The United States Securities and Exchange Commission (SEC) is investigating possible fraudulent trading of Facebook Inc (NASDAQ:FB) stock, prior to the initial public offering (IPO) of the social network giant.
A report from CNET cited that the Commission issued a subpoena to Paul Tabet, manager of Venture Trust II LLC, demanding the company submit the financial records of the venture capital firm related to its trading activities of Facebook stock.
The report cited that the SEC wants to find out if Tabet and Craig Berkman, another fund manager, indeed raised $3 million to buy Facebook shares, and if they really invested the money.

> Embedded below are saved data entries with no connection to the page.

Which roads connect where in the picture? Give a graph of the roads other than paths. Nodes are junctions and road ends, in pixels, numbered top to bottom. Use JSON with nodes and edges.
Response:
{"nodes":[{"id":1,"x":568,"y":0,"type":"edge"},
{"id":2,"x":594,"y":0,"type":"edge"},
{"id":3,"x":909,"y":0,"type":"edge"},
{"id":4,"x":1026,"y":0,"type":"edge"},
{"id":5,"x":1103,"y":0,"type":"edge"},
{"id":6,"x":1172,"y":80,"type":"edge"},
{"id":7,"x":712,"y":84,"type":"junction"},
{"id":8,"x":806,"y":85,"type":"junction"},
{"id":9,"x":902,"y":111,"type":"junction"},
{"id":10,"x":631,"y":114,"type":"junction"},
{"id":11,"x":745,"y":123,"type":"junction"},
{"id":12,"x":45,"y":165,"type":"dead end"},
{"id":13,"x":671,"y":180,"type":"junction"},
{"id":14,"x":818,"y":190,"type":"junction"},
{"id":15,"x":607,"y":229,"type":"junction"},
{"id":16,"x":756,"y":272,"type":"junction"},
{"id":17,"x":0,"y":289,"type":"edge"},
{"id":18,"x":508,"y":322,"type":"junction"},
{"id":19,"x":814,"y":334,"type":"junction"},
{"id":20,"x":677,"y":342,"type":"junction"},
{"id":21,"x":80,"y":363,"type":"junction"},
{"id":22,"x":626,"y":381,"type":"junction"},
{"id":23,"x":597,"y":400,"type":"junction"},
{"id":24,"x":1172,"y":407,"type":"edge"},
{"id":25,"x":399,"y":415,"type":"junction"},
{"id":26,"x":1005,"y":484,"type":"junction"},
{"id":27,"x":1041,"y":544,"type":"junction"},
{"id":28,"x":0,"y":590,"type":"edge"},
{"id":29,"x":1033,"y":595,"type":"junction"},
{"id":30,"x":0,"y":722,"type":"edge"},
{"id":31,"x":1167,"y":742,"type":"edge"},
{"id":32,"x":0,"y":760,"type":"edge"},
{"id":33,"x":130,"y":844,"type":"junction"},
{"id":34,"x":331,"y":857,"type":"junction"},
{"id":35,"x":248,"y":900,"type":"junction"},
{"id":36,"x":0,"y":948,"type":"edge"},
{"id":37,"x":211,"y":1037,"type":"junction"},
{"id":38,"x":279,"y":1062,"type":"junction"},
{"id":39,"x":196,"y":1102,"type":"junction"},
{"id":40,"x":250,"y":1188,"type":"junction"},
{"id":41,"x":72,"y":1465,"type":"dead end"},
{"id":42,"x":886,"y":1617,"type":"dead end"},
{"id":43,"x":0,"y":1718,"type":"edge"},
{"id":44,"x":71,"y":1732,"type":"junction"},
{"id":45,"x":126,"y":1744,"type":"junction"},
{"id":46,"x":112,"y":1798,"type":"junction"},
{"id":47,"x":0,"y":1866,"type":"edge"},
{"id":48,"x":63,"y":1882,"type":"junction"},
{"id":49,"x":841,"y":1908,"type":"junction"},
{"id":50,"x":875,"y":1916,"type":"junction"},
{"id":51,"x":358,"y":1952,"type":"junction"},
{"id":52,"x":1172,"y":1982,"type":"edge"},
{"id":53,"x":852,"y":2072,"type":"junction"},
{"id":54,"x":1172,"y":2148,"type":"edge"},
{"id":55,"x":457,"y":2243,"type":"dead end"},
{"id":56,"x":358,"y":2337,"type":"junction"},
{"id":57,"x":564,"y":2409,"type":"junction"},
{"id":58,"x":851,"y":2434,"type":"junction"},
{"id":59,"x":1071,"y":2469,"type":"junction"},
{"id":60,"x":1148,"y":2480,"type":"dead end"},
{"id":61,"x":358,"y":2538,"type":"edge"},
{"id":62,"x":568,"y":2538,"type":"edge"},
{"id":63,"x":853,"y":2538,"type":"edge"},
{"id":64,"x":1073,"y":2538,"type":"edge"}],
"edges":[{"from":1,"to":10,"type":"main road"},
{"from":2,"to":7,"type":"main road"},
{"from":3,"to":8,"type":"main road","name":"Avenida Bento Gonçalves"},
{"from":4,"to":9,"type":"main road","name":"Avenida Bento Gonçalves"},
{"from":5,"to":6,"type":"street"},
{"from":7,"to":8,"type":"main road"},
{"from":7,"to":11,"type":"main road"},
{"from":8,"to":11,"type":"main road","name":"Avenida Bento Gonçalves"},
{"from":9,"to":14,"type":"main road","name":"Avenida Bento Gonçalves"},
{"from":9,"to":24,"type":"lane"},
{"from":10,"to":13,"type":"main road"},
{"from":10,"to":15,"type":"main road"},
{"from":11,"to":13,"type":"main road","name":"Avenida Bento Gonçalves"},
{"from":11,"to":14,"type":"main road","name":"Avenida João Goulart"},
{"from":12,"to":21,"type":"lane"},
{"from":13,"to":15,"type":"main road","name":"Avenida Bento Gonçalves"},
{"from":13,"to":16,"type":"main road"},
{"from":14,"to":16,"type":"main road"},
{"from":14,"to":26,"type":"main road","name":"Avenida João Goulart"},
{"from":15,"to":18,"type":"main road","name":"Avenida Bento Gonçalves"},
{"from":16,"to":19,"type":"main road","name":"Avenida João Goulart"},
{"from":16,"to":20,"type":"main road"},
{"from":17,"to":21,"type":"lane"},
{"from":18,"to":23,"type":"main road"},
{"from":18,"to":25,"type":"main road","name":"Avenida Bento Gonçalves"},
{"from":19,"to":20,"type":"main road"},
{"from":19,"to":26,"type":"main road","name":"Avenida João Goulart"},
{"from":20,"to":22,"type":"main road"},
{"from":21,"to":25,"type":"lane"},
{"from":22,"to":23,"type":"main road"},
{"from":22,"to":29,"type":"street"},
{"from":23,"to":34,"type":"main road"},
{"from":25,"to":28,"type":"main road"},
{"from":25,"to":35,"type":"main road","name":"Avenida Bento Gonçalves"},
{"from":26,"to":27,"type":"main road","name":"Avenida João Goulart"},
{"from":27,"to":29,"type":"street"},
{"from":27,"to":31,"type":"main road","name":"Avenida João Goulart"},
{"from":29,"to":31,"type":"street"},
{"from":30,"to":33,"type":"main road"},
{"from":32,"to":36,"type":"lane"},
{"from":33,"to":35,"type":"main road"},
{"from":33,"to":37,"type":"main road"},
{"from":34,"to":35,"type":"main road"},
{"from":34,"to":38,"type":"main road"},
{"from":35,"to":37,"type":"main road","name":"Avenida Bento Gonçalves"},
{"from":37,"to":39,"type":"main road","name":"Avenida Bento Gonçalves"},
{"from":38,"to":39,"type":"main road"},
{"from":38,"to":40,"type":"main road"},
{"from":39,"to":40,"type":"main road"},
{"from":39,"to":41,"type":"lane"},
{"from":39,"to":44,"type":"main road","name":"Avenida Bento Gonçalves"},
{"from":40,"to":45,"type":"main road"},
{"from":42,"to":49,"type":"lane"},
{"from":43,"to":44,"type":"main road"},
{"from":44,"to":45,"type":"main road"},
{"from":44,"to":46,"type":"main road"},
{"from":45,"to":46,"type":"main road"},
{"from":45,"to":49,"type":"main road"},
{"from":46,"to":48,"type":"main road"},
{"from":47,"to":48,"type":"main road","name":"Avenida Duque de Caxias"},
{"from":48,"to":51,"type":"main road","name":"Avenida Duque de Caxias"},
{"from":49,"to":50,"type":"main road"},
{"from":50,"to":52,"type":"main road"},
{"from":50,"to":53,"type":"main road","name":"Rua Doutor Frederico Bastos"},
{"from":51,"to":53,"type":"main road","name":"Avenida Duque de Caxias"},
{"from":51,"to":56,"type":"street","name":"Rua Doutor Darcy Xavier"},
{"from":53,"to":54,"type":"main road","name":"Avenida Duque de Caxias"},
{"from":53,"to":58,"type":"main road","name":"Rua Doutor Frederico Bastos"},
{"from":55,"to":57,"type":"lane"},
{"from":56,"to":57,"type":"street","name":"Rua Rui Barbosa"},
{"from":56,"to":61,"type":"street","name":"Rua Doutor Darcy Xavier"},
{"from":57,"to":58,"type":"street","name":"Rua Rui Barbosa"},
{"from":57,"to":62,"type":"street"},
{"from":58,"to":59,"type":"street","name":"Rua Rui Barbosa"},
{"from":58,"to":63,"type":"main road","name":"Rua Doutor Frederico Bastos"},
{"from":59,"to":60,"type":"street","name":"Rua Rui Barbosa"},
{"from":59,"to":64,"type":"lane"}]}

SEC lawyers told the federal judge that Tabet allegedly used fake documents, claiming that Ventures Trust owned direct interest of Facebook’s pre-IPO shares, in order to solicit funds from investors. The lawyers said, “Staff has obtained evidence that a forged letter on law firm letterhead stating that Ventures Trust owned a direct interest in almost 500,000 pre-IPO shares of Facebook Inc (NASDAQ:FB) was apparently used to solicit Ventures Trust investors. Staff has evidence indicating that the forged letter was attached to an e-mail sent by Paul Tabet to at least one potential investor.”
According to SEC spokesman John Nester, if the investigation found that Tabet violated certain SEC regulations, the enforcement division of the commission will recommend the filing of legal charges against him.
Some of the evidences found by the SEC revealed that Tabet took more than $1 million from the bank accounts of Ventures Trust, and he transferred $23,000 to the bank account of Jenifer Tabet.
Tabet responded to the SEC subpoena, and described it as an “overly broad, oppressive, and warrantless search and seizure.”
Based on the 2010 SEC filing of Ventures Trust II Llc, Craig Berkman is a managerial consultant and senior advisor of the firm’s management company, Ventures Trust Management Llc. The firm is based in Florida.
In the past, Berkman admitted that he loaned himself $5 million from his client’s money, but he did not disclose it to them. He said, “The loans and my failure to disclose them fully and in a timely manner, gives the appearance of wrongdoing, and I deeply regret that.” Berkman fled to Florida to avoid paying his financial obligations from his creditors.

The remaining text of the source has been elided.